08 November 2019

Scanning Vernon's Directories at LAC

Women on a mission. From last April to next September Sally Mansell (seated) and Diann Wells are busy in Ottawa, at Library and Archives Canada. They are on the front line imaging Ontario City Directories in a cooperative project between LAC, OGS and FamilySearch.

Scanning is just part of the project. Before they became involved the project had been scoped to estimate the time and resources needed — very much an estimate based largely on the thickness of the book.

The book scanning equipment they use adjusts to preserve the binding and lay the pages flat. In some cases, it's almost too late. Scanning page by page you never know what you may discover. Whole sections may have become unbound. Some are in such bad shape that they don't scan them until just before the weekly vacuuming of their area which picks up the page fragments (chaff).

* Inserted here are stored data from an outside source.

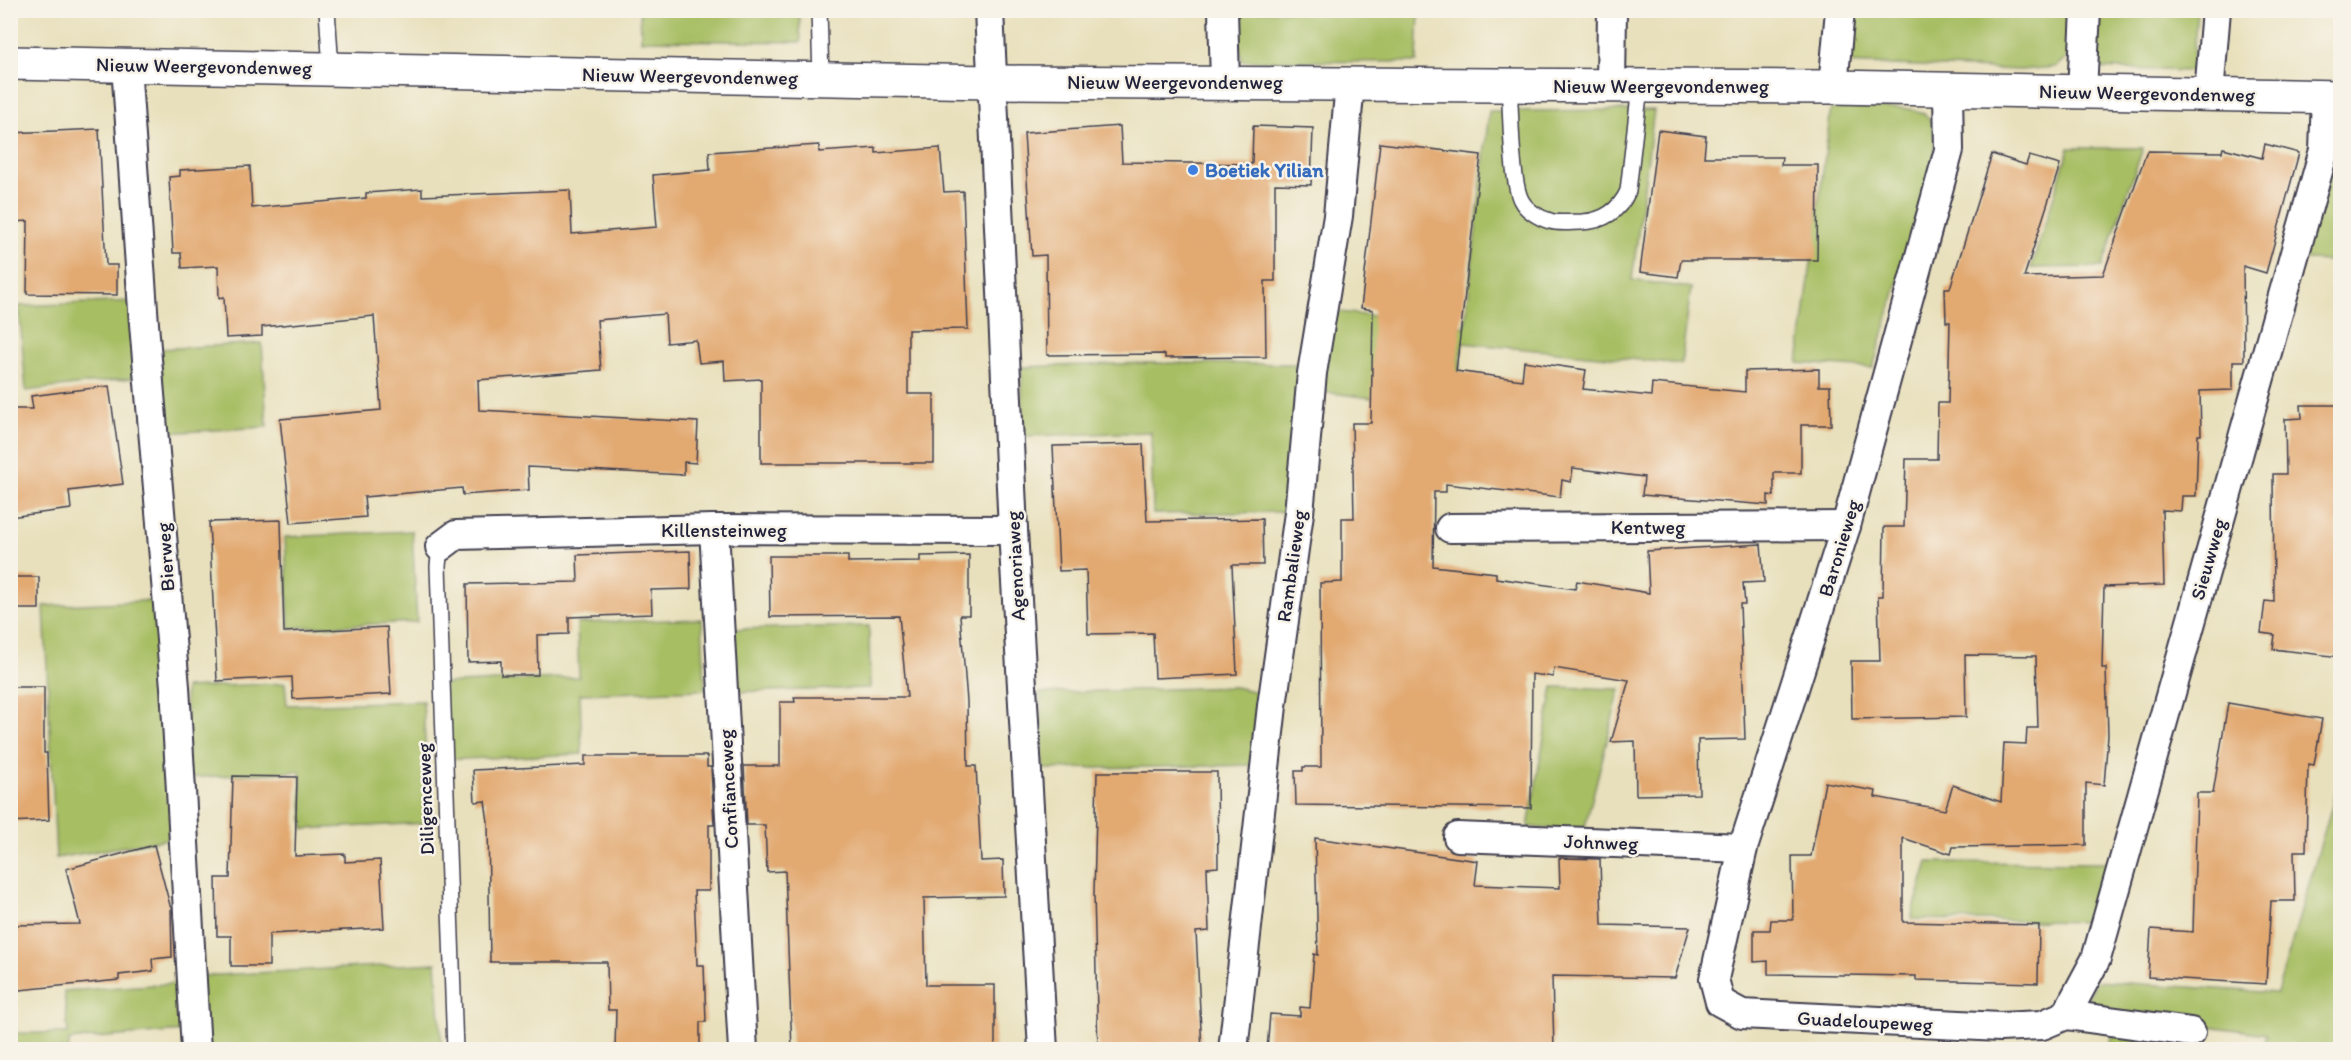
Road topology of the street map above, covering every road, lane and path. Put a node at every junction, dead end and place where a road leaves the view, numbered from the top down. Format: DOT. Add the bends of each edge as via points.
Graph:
graph roads {
  1 [pos="327,10"];
  2 [pos="819,10"];
  3 [pos="988,10"];
  4 [pos="1223,10"];
  5 [pos="1612,10"];
  6 [pos="1840,10"];
  7 [pos="2086,10"];
  8 [pos="2216,10"];
  9 [pos="10,63"];
  10 [pos="126,65"];
  11 [pos="331,69"];
  12 [pos="821,78"];
  13 [pos="990,81"];
  14 [pos="1225,82"];
  15 [pos="1350,83"];
  16 [pos="1509,85"];
  17 [pos="1626,86"];
  18 [pos="1833,87"];
  19 [pos="1948,89"];
  20 [pos="2082,92"];
  21 [pos="2209,94"];
  22 [pos="2333,97"];
  23 [pos="1846,526"];
  24 [pos="1450,528"];
  25 [pos="714,529"];
  26 [pos="1013,530"];
  27 [pos="440,547"];
  28 [pos="1458,837"];
  29 [pos="1743,848"];
  30 [pos="1720,1002"];
  31 [pos="2066,1015"];
  32 [pos="2191,1032"];
  33 [pos="196,1050"];
  34 [pos="455,1050"];
  35 [pos="743,1050"];
  36 [pos="1043,1050"];
  37 [pos="1233,1050"];
  1 -- 11 [label="lane"];
  2 -- 12 [label="lane"];
  3 -- 13 [label="street, Agenoriaweg"];
  4 -- 14 [label="street"];
  5 -- 17 [label="street"];
  6 -- 18 [label="street"];
  7 -- 20 [label="street"];
  8 -- 21 [label="street"];
  9 -- 10 [label="street, Nieuw Weergevondenweg"];
  10 -- 11 [label="street, Nieuw Weergevondenweg"];
  10 -- 33 [label="street, Bierweg" via="175,687"];
  11 -- 12 [label="street, Nieuw Weergevondenweg"];
  12 -- 13 [label="street, Nieuw Weergevondenweg"];
  13 -- 14 [label="street, Nieuw Weergevondenweg"];
  13 -- 26 [label="street, Agenoriaweg"];
  14 -- 15 [label="street, Nieuw Weergevondenweg"];
  15 -- 16 [label="street, Nieuw Weergevondenweg"];
  15 -- 37 [label="street, Rambalieweg" via="1338,216 1312,373 1299,513 1272,706"];
  16 -- 17 [label="street, Nieuw Weergevondenweg"];
  16 -- 17 [label="lane" via="1520,199 1528,210 1551,222 1588,221 1608,216 1622,205 1628,191"];
  17 -- 18 [label="street, Nieuw Weergevondenweg"];
  18 -- 19 [label="street, Nieuw Weergevondenweg"];
  19 -- 20 [label="street, Nieuw Weergevondenweg"];
  19 -- 23 [label="street, Baronieweg" via="1949,150"];
  20 -- 21 [label="street, Nieuw Weergevondenweg"];
  21 -- 22 [label="street, Nieuw Weergevondenweg"];
  22 -- 31 [label="street, Sieuwweg" via="2324,150 2096,959"];
  23 -- 24 [label="street, Kentweg"];
  23 -- 29 [label="street, Baronieweg"];
  25 -- 26 [label="street, Killensteinweg"];
  25 -- 27 [label="street, Killensteinweg" via="456,535"];
  25 -- 35 [label="street, Confianceweg"];
  26 -- 36 [label="street, Agenoriaweg"];
  27 -- 34 [label="lane, Diligenceweg"];
  28 -- 29 [label="street, Johnweg"];
  29 -- 30 [label="street, Baronieweg" via="1714,979"];
  30 -- 31 [label="street, Guadeloupeweg" via="1742,1014 2000,1027 2042,1025"];
  31 -- 32 [label="street, Guadeloupeweg"];
}
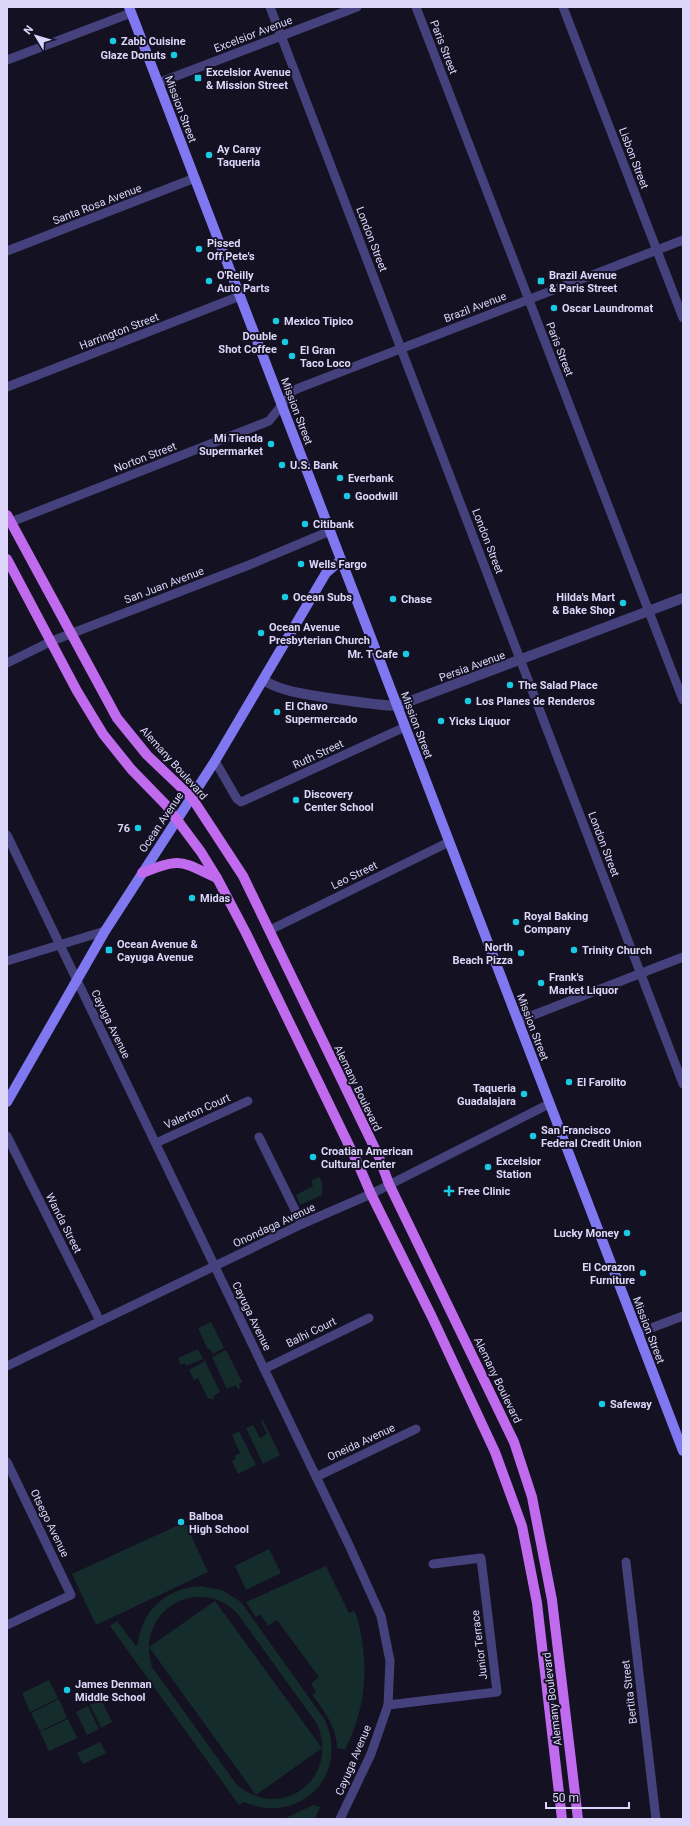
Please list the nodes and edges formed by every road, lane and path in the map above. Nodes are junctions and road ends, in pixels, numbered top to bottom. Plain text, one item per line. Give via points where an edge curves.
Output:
1 (270, 7) edge
2 (357, 7) edge
3 (416, 7) edge
4 (563, 7) edge
5 (130, 10) edge
6 (281, 36) junction
7 (7, 60) edge
8 (158, 83) junction
9 (195, 178) junction
10 (683, 240) edge
11 (657, 250) junction
12 (7, 251) edge
13 (240, 296) junction
14 (528, 299) junction
15 (683, 318) edge
16 (401, 349) junction
17 (7, 387) edge
18 (282, 406) junction
19 (9, 519) edge
20 (330, 531) junction
21 (7, 559) edge
22 (341, 560) junction
23 (683, 598) edge
24 (649, 611) junction
25 (71, 634) junction
26 (52, 641) junction
27 (521, 660) junction
28 (7, 663) edge
29 (263, 680) junction
30 (683, 700) edge
31 (397, 706) junction
32 (405, 727) junction
33 (215, 761) junction
34 (192, 798) junction
35 (177, 820) junction
36 (7, 834) edge
37 (449, 842) junction
38 (142, 873) junction
39 (217, 878) junction
40 (270, 930) junction
41 (104, 931) junction
42 (59, 944) junction
43 (683, 957) edge
44 (7, 961) edge
45 (640, 973) junction
46 (76, 980) junction
47 (518, 1021) junction
48 (683, 1084) edge
49 (248, 1101) dead end
50 (7, 1102) edge
51 (549, 1104) junction
52 (7, 1136) edge
53 (259, 1137) dead end
54 (156, 1143) junction
55 (389, 1184) junction
56 (371, 1194) junction
57 (302, 1224) junction
58 (215, 1266) junction
59 (683, 1316) edge
60 (369, 1318) dead end
61 (100, 1321) junction
62 (638, 1333) junction
63 (7, 1366) edge
64 (264, 1368) junction
65 (416, 1429) dead end
66 (683, 1451) edge
67 (7, 1462) edge
68 (316, 1477) junction
69 (626, 1562) dead end
70 (433, 1564) dead end
71 (7, 1625) edge
72 (388, 1705) junction
73 (340, 1819) edge
74 (562, 1819) edge
75 (578, 1819) edge
76 (656, 1819) edge

1 - 6 street, London Street
2 - 6 street, Excelsior Avenue
3 - 14 street, Paris Street
4 - 11 street, Lisbon Street
5 - 7 street
5 - 8 main road, Mission Street
6 - 8 street, Excelsior Avenue
6 - 16 street, London Street
8 - 9 main road, Mission Street
9 - 12 street, Santa Rosa Avenue
9 - 13 main road, Mission Street
10 - 11 street, Brazil Avenue
11 - 14 street, Brazil Avenue
11 - 15 street, Lisbon Street
13 - 17 street, Harrington Street
13 - 18 main road, Mission Street
14 - 16 street, Brazil Avenue
14 - 24 street, Paris Street
16 - 18 street, Brazil Avenue via 293,391
16 - 27 street, London Street
18 - 19 street, Norton Street via 269,421
18 - 20 main road, Mission Street
19 - 25 main road, Alemany Boulevard
20 - 22 main road, Mission Street
20 - 25 street, San Juan Avenue
21 - 26 main road, Alemany Boulevard
22 - 29 main road, Ocean Avenue via 326,573
22 - 31 main road, Mission Street
23 - 24 street, Persia Avenue
24 - 27 street, Persia Avenue
24 - 30 street, Paris Street
25 - 26 street, San Juan Avenue
25 - 34 main road, Alemany Boulevard via 117,718 147,755
26 - 28 street, San Juan Avenue
26 - 35 main road, Alemany Boulevard via 103,734 131,769 166,804
27 - 31 street, Persia Avenue
27 - 45 street, London Street
29 - 31 street, Persia Avenue via 275,688 296,693
29 - 33 main road, Ocean Avenue
31 - 32 main road, Mission Street
32 - 33 street, Ruth Street via 241,802
32 - 37 main road, Mission Street
33 - 34 main road, Ocean Avenue
34 - 35 main road, Ocean Avenue
34 - 40 main road, Alemany Boulevard via 243,876
35 - 38 main road, Ocean Avenue
35 - 39 main road, Alemany Boulevard
36 - 42 street, Cayuga Avenue
37 - 40 street, Leo Street
37 - 47 main road, Mission Street
38 - 39 main road via 175,862 185,863
38 - 41 main road, Ocean Avenue
39 - 56 main road, Alemany Boulevard
40 - 55 main road, Alemany Boulevard
41 - 42 street
41 - 46 main road, Ocean Avenue
42 - 44 street
42 - 46 street, Cayuga Avenue
43 - 45 street
45 - 47 street
45 - 48 street, London Street
46 - 50 main road, Ocean Avenue
46 - 54 street, Cayuga Avenue
47 - 51 main road, Mission Street
49 - 54 street, Valerton Court
51 - 55 street, Onondaga Avenue
51 - 62 main road, Mission Street
52 - 61 street, Wanda Street
53 - 57 street
54 - 58 street, Cayuga Avenue
55 - 56 street, Onondaga Avenue
55 - 75 main road, Alemany Boulevard via 514,1442 532,1497 552,1600
56 - 57 street, Onondaga Avenue
56 - 74 main road, Alemany Boulevard via 496,1452 522,1526 537,1603
57 - 58 street, Onondaga Avenue
58 - 61 street, Onondaga Avenue
58 - 64 street, Cayuga Avenue
59 - 62 street
60 - 64 street, Balhi Court
61 - 63 street, Onondaga Avenue
62 - 66 main road, Mission Street
64 - 68 street, Cayuga Avenue
65 - 68 street, Oneida Avenue
67 - 71 street, Otsego Avenue via 71,1594
68 - 72 street, Cayuga Avenue via 381,1616 390,1661
69 - 76 street, Bertita Street
70 - 72 street, Junior Terrace via 481,1558 497,1692
72 - 73 street, Cayuga Avenue via 371,1754

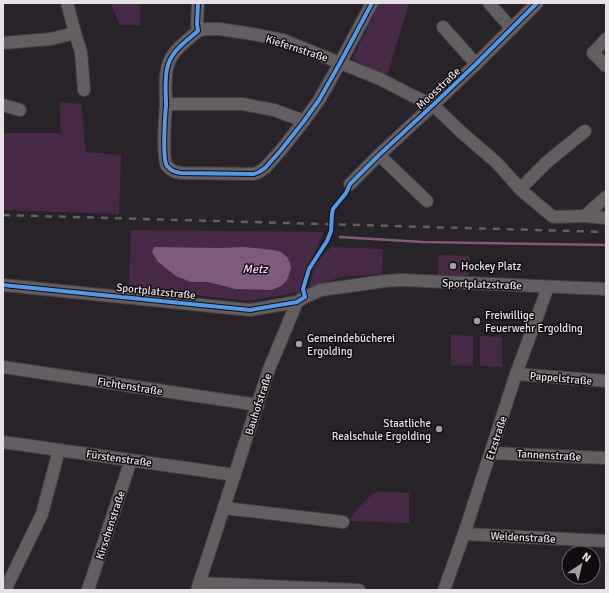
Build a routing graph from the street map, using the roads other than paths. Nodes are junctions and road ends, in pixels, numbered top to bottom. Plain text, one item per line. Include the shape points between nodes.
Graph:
1 (67, 3) edge
2 (198, 3) edge
3 (372, 3) edge
4 (489, 3) edge
5 (537, 3) edge
6 (443, 27) dead end
7 (512, 29) junction
8 (198, 31) junction
9 (75, 33) junction
10 (606, 39) edge
11 (3, 43) edge
12 (340, 63) junction
13 (476, 64) junction
14 (606, 66) edge
15 (84, 90) dead end
16 (166, 104) junction
17 (3, 105) edge
18 (433, 105) junction
19 (20, 110) dead end
20 (304, 121) junction
21 (585, 131) dead end
22 (379, 155) junction
23 (350, 184) dead end
24 (520, 189) junction
25 (606, 197) edge
26 (427, 201) dead end
27 (585, 216) junction
28 (606, 218) edge
29 (3, 285) edge
30 (548, 287) junction
31 (606, 289) edge
32 (297, 302) junction
33 (3, 367) edge
34 (516, 374) junction
35 (606, 381) edge
36 (258, 405) junction
37 (3, 442) edge
38 (59, 450) junction
39 (491, 453) junction
40 (606, 458) edge
41 (131, 460) junction
42 (235, 475) junction
43 (224, 508) junction
44 (343, 522) dead end
45 (464, 534) junction
46 (606, 541) edge
47 (198, 587) edge
48 (5, 590) edge
49 (88, 590) edge
50 (359, 590) edge
51 (444, 590) edge

1 - 9 street
2 - 8 street
3 - 12 street
4 - 7 street
5 - 7 street, Moosstraße
6 - 13 street
7 - 13 street, Moosstraße
8 - 12 street, Kiefernstraße via 220,30 282,40
8 - 16 street via 171,57 166,78
9 - 11 street via 51,39
9 - 15 street via 81,52
10 - 14 street via 593,53
12 - 18 street, Kiefernstraße
12 - 20 street
13 - 18 street, Moosstraße
16 - 20 street via 242,104 274,110
16 - 20 street via 166,165 172,171 181,173 259,172
17 - 19 street
18 - 22 street, Moosstraße
18 - 24 street, Kiefernstraße via 497,163
21 - 24 street via 547,162
22 - 23 street, Moosstraße
22 - 26 street
24 - 27 street, Kiefernstraße via 553,217
25 - 27 street
27 - 28 street, Kiefernstraße
29 - 32 street, Sportplatzstraße via 250,310
30 - 31 street, Sportplatzstraße
30 - 32 street, Sportplatzstraße via 401,280 321,290
30 - 34 street, Etzstraße
32 - 36 street, Bauhofstraße
33 - 36 street, Fichtenstraße
34 - 35 street, Pappelstraße
34 - 39 street, Etzstraße
36 - 42 street, Bauhofstraße
37 - 38 street, Fürstenstraße
38 - 41 street, Fürstenstraße
38 - 48 street via 42,514
39 - 40 street, Tannenstraße
39 - 45 street, Etzstraße
41 - 42 street, Fürstenstraße
41 - 49 street, Kirschenstraße
42 - 43 street, Bauhofstraße
43 - 44 street
43 - 47 street, Bauhofstraße
45 - 46 street, Weidenstraße
45 - 51 street, Etzstraße
47 - 50 street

As well as a hardcopy scanner there's also a microfilm scanner for the few directories uniquely available in that format. Once scanned they, along with two local part-timers, are responsible to audit the work making sure the images are as clear as possible, aligned and no pages have been missed.

The computer files then go to Utah for further auditing, and possible retakes in Ottawa, and then on to OCR so that we users can find where our great-grandparents lived in 1910 just by searching for the name.

To date, 198 volumes have been scanned and are now online — https://ogs.on.ca/vernons-directories/. Another 231 volumes are in Utah ready to go online soon (hopefully). Currently, the project is working on Hamilton directories which is one of the largest collections. Guelph is another large collection to come. If you're concerned that you might not find a volume you want to consult when you visit LAC don't be. When I was there about half a shelf of Hamilton directories had been taken for scanning and were replaced by a note that a volume could be promptly retrieved by asking at the consultation desk.

Immediately before coming to Ottawa both Sally and Diann had been on a one-week course to learn procedures. They both spoke warmly about enjoying their time in Ottawa so far, perhaps with a certain hesitancy with the approach of winter which would be unlike the climate they experience at home in Texas and Oregon.

Thanks to Diann and Sally for showing me and explaining their project, and to D Michael Hanson, FamilySearch Image Capture Operations Manager for the U.S. and Canada who facilitated my visit.